Search-giant Google (NASDAQ:GOOG)(NASDAQ:GOOGL) may have tipped its hand a bit in a letter to regulators, indicating it plans to keep up to $30 billion in cash overseas as a means to expand its ability to acquire foreign companies. It’s been no secret that Google, along with other tech giants like Apple (NASDAQ:AAPL) and Microsoft (NASDAQ:MSFT), regularly takes advantage of tax loopholes by stashing profits in foreign countries, but the company is claiming it will put those assets to use, specifically by consuming foreign businesses to expand its reach.

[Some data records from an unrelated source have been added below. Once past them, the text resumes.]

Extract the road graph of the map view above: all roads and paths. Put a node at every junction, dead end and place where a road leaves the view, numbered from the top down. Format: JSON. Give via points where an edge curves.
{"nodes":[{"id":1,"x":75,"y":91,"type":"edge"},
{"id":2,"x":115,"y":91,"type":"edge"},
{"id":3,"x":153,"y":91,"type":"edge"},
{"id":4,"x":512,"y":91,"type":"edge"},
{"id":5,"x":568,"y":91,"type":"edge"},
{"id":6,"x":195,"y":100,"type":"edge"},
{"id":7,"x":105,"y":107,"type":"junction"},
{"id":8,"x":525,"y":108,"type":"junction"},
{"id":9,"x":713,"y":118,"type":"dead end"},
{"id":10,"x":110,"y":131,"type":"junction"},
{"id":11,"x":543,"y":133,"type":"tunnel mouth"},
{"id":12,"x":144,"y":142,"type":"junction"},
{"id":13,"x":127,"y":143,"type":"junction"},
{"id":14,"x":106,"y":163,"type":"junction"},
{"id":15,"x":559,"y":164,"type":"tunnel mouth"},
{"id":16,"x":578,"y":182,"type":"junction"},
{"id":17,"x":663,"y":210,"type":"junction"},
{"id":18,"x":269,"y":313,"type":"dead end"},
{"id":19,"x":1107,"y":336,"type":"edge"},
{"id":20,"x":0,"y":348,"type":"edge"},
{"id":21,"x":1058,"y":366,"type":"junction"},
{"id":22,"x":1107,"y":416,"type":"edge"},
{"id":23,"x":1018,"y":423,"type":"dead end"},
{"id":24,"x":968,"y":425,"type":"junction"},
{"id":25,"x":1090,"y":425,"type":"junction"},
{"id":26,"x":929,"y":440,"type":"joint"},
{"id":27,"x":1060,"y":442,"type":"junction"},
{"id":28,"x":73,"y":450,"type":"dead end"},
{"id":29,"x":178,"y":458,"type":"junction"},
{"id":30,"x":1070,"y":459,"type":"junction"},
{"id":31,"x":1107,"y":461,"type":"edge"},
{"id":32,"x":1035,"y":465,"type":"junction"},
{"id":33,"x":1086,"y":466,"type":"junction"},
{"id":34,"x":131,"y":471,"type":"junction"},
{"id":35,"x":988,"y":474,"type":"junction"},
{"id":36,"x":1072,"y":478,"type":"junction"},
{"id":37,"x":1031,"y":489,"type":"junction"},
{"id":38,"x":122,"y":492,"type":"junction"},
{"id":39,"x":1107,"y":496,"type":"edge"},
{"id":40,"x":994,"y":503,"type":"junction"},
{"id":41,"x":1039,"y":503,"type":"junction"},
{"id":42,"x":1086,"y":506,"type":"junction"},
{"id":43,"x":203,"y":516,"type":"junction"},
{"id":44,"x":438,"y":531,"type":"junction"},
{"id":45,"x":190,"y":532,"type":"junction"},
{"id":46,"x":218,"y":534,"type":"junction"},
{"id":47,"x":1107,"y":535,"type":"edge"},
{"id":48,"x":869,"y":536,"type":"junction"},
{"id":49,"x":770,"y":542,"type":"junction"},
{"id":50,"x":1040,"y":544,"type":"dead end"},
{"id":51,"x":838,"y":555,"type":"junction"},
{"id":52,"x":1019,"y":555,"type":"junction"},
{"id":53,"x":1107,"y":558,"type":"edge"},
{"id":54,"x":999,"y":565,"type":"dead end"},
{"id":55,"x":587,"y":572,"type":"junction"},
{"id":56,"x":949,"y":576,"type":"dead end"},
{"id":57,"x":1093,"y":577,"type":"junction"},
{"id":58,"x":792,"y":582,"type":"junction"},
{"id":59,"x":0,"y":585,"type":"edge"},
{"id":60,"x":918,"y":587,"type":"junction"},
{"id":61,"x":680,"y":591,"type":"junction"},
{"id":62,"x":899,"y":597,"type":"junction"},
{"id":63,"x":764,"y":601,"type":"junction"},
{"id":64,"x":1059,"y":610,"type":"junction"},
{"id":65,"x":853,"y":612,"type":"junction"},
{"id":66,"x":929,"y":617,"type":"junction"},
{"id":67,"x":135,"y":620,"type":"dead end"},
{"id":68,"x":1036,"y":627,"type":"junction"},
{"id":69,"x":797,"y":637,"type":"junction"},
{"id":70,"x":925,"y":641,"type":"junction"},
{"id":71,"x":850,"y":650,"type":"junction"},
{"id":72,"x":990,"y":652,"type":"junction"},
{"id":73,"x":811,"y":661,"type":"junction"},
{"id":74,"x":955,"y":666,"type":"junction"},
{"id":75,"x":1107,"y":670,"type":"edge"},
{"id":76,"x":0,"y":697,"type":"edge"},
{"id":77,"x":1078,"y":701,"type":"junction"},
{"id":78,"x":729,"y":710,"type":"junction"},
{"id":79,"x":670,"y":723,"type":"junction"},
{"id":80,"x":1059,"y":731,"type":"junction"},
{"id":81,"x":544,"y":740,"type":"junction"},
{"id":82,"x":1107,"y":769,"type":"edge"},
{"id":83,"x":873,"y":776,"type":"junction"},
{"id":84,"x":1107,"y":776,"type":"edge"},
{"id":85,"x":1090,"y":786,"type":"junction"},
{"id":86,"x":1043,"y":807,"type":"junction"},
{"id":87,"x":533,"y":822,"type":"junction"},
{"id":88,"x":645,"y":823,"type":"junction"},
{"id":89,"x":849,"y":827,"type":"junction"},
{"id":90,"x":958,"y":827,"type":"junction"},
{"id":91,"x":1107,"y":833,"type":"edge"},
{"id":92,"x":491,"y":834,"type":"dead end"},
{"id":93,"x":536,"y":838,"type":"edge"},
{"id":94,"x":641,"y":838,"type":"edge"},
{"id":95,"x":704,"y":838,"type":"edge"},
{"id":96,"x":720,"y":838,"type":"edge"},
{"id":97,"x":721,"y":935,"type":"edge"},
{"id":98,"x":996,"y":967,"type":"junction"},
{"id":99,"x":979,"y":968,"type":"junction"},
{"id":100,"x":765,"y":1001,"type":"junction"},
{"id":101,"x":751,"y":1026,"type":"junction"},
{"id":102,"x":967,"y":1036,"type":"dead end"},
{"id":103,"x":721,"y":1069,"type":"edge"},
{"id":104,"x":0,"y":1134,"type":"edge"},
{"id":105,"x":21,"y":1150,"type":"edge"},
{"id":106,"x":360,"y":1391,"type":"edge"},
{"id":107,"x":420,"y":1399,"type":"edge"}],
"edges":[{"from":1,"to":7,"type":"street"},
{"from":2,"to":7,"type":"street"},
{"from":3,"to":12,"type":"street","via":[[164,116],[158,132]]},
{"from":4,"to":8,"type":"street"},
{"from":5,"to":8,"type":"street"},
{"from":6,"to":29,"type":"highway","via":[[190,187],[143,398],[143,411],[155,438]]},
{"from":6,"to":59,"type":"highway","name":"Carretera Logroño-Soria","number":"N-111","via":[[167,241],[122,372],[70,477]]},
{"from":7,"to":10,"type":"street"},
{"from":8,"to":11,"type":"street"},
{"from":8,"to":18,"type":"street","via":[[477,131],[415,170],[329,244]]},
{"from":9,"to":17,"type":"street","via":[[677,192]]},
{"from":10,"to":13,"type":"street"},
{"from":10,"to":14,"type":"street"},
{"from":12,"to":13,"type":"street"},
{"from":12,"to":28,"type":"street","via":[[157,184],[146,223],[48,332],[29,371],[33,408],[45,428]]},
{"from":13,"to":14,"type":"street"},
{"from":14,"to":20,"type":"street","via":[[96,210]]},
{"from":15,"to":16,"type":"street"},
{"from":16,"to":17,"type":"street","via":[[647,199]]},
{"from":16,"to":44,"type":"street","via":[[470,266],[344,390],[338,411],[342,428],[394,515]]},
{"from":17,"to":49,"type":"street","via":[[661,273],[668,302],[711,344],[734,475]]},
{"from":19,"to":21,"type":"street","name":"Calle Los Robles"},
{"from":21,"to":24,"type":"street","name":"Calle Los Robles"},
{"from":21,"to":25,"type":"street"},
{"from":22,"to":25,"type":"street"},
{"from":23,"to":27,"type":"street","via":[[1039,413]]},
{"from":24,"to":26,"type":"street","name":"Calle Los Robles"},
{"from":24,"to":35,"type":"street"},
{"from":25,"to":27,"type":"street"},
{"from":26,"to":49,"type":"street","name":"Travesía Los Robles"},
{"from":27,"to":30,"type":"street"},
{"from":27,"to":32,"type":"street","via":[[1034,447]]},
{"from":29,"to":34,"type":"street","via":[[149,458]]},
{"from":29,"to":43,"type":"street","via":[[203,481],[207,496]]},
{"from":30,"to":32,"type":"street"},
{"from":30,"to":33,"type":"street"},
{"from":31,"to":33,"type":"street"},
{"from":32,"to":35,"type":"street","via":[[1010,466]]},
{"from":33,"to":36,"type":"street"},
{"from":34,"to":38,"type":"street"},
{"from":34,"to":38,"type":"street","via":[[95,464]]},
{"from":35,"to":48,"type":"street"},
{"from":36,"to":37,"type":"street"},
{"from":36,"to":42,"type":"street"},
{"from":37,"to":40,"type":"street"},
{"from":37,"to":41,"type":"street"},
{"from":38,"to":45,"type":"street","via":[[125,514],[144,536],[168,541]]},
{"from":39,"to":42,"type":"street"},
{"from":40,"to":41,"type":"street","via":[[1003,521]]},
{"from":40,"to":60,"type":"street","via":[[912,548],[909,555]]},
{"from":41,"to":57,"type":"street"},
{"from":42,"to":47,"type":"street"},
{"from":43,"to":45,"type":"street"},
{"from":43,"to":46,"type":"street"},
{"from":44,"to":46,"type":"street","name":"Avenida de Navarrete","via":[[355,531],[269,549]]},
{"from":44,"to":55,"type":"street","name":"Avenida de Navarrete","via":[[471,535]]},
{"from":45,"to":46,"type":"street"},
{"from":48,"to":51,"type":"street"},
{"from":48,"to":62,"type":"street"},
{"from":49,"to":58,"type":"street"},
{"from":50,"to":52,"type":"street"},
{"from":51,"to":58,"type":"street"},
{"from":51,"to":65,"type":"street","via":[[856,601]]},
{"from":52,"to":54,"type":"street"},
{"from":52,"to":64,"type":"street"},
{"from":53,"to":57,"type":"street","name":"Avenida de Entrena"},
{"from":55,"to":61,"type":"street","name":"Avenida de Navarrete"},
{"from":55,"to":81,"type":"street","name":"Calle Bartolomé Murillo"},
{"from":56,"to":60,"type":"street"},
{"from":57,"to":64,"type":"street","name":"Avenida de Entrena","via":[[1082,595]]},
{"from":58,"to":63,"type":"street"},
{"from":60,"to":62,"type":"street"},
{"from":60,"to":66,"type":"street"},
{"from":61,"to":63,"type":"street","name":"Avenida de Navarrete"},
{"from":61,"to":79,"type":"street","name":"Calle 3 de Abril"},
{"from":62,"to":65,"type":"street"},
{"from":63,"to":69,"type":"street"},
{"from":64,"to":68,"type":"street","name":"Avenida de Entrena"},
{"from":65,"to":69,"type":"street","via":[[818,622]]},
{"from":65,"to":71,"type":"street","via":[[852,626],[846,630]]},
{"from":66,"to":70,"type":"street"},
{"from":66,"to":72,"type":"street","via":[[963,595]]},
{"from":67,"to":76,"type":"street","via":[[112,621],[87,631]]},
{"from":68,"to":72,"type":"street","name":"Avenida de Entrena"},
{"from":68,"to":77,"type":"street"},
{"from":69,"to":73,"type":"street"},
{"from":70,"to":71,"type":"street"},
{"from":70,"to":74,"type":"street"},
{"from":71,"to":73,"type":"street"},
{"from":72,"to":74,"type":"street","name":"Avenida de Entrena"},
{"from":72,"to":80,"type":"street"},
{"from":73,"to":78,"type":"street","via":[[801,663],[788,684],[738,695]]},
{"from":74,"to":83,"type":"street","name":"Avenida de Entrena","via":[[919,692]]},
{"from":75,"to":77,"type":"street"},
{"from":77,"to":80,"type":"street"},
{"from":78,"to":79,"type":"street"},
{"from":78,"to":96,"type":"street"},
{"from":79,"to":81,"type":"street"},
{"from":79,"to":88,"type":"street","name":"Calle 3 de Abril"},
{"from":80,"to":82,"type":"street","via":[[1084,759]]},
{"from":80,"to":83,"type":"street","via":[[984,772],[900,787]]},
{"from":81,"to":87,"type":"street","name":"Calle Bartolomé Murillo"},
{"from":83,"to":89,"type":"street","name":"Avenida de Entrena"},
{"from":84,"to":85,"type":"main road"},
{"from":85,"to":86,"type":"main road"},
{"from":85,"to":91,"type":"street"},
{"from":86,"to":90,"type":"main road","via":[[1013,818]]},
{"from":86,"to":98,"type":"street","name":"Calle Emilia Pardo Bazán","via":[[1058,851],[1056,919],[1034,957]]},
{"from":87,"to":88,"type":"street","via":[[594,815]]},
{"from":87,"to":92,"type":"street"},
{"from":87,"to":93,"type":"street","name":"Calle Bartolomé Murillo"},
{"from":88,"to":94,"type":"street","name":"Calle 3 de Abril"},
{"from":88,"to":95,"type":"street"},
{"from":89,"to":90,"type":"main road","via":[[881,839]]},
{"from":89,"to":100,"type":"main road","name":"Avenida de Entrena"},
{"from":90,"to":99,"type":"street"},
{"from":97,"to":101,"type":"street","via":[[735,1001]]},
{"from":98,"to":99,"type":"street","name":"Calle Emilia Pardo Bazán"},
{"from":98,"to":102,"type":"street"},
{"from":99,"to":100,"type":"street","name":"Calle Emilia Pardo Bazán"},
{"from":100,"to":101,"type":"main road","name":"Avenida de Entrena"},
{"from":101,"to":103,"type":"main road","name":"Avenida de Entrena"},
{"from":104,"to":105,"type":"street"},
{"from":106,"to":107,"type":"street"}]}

According to Bloomberg, in a letter to regulators from last December, the company says it plans to put a lot of that money to work. “We continue to expect substantial use of our offshore earnings for acquisitions as our global business has expanded into other product offerings like mobile devices,” Google’s letter said. “It is reasonable to forecast that Google needs between $20 to $30 billion of foreign earnings to fund potential acquisitions of foreign targets and foreign technology rights from U.S. targets in 2013 and beyond.”

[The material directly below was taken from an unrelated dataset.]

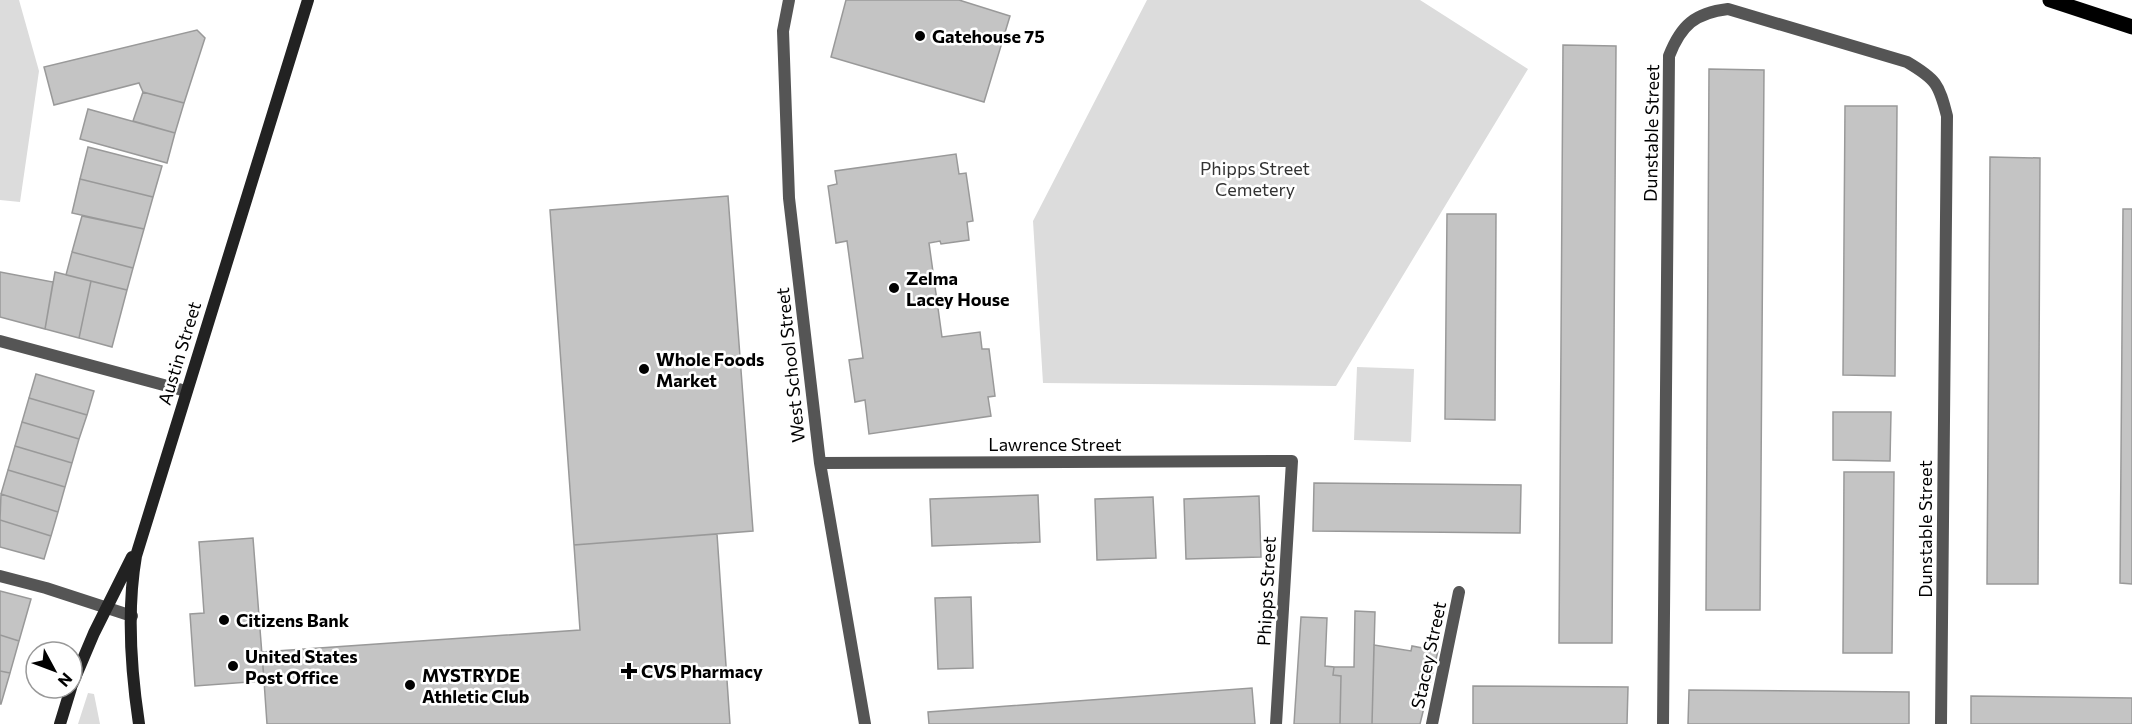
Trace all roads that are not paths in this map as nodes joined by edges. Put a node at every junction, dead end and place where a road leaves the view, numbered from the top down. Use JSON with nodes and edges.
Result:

Google’s Quarterly Earnings Summary plainly displays that roughly half of the company’s revenues are generated overseas, and that number is increasing. If Google really plans to go on a spending spree overseas, a spree of up to $30 billion nonetheless, that’s a big signal as to where the company sees its future. As technology cascades down from American markets and into Europe, Latin America and Asia, there is a lot of room for growth around the globe.

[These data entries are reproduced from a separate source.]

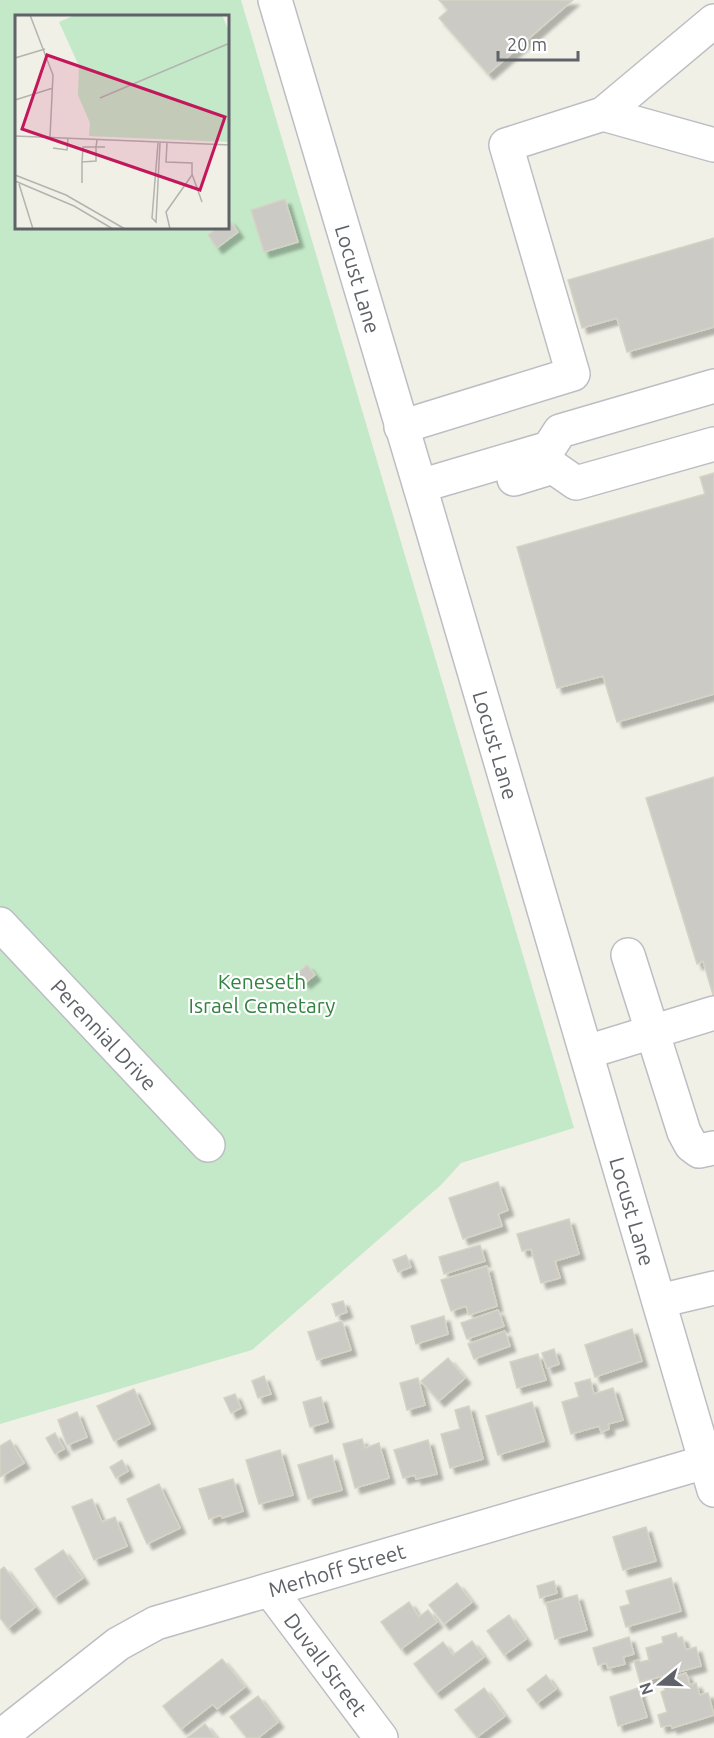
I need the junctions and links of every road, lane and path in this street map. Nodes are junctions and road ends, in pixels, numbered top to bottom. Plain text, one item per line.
1 (275, 0) edge
2 (714, 21) edge
3 (603, 114) junction
4 (714, 145) edge
5 (714, 386) edge
6 (401, 427) junction
7 (714, 444) edge
8 (423, 496) junction
9 (0, 924) edge
10 (628, 955) dead end
11 (714, 1013) edge
12 (654, 1031) junction
13 (587, 1052) junction
14 (208, 1145) dead end
15 (714, 1148) edge
16 (714, 1288) edge
17 (659, 1301) junction
18 (710, 1476) edge
19 (270, 1590) junction
20 (0, 1737) edge
21 (381, 1738) edge

1 - 6 street, Locust Lane
2 - 3 street
3 - 4 street
3 - 6 street
5 - 8 street
6 - 8 street, Locust Lane
7 - 8 street
8 - 13 street, Locust Lane
9 - 14 street, Perennial Drive
10 - 12 street
11 - 12 street
12 - 13 street
12 - 15 street
13 - 17 street, Locust Lane
16 - 17 street
17 - 18 street, Locust Lane
18 - 19 street, Merhoff Street
19 - 20 street, Merhoff Street
19 - 21 street, Duvall Street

You wouldn’t be blamed for a sense of doubt that creeps over upon hearing of Google’s plans to buy up foreign firms, as it’s easy to think the company will likely just hang on to the cash instead of going through the costly process of repatriating it. Big business has a long history of tax avoidance, with armies of policy analysts and accounts tracking down every loophole available to keep their employers from ponying up cash to the government. This is what has turned places like Ireland and the Cayman Islands into tax havens, with accounts overflowing with profits businesses would rather not admit to possessing. As regulators and the public have become more aware of these avoidance tactics, there have been calls for big businesses to play fair and pay their share. In the case of Google, its board of directors decided that it wouldn’t be the best course of action. This can have some negative public backlash, but as an overall factor in corporate strategy, it’s nothing out of the ordinary, as businesses tend to look out for their stockholders’ interests.